On the Italian hillside we were unfinished,
me in the blue and white shirt, you in the olive one,
we wore each other's clothes and were weightless
with perfect skin, the weather soft and leafy,
light strands of summer. We gazed in and out
as far as we could, we told the truth, mostly,
and I could have lived there, I did, in a city
not so far away. That hillside a lost road
of flowing water and haystacks, paned windows,
round circles where even the forks were luminous
and night was red clouds and violet sky. Outside
wisteria and old vines, the way birds rise
out of stone. It was not my native habitat
though it was my ancestral one, near enough,
a ribbon. Boxes of color and four stone steps
and orange crates—we wanted
the texture and substance of everything.

2.
We had the same bike, blue schwinn varsities,
and followed each other on the paths along the Pacific
which was very clean, except for the tar that washed up
from drilling off the coast, which some claimed
was natural seepage. It stuck to our heels.

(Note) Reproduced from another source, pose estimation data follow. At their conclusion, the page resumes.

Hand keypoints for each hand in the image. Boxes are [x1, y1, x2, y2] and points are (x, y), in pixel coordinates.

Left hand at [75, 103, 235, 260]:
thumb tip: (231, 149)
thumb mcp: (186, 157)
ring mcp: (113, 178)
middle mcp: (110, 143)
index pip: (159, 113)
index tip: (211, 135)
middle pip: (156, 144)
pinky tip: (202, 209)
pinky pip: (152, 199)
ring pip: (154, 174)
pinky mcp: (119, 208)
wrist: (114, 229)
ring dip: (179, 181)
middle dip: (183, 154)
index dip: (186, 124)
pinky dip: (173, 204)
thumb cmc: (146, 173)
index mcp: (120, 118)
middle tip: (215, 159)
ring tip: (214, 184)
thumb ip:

Recently a rampage through those streets we knew: DP,
Sabado, Camino Pescadero, Camino del Mar. A bridge
over the ocean as it pours and falls. A given thing,
a taken thing, the way french horn notes
warble slightly, verbs and flashes of migrating birds, red
as a chorus, candlescent. At night we walked to the beach
and sat on the rocks, on one side or another of the stairway
down. Sometimes wind blew in the wrong direction,
tide at the balance point when the portal feels open
and squid move off the coast, the transience of summer
quieted by fog. It was never safe for swimming.

3.
At the hospital the last time I saw you
you were so yellow and your breathing
jagged, incomplete, and you slept
the whole time and what to say
to my once-best friend who is dying?
We were now in my native habitat,
your adopted one, yet it was like the call
to prayer in an unknown language.
It could have been my ovaries that turned cancerous,
instead it was yours, instead the shared shirt landed
with you. The change in me was slow
and continues still. How many senses
we might have hidden. There are no instruments
for measuring color. Afterward I crossed the street,
plum, quince, summer again and the hot white
trilling overhead from every direction.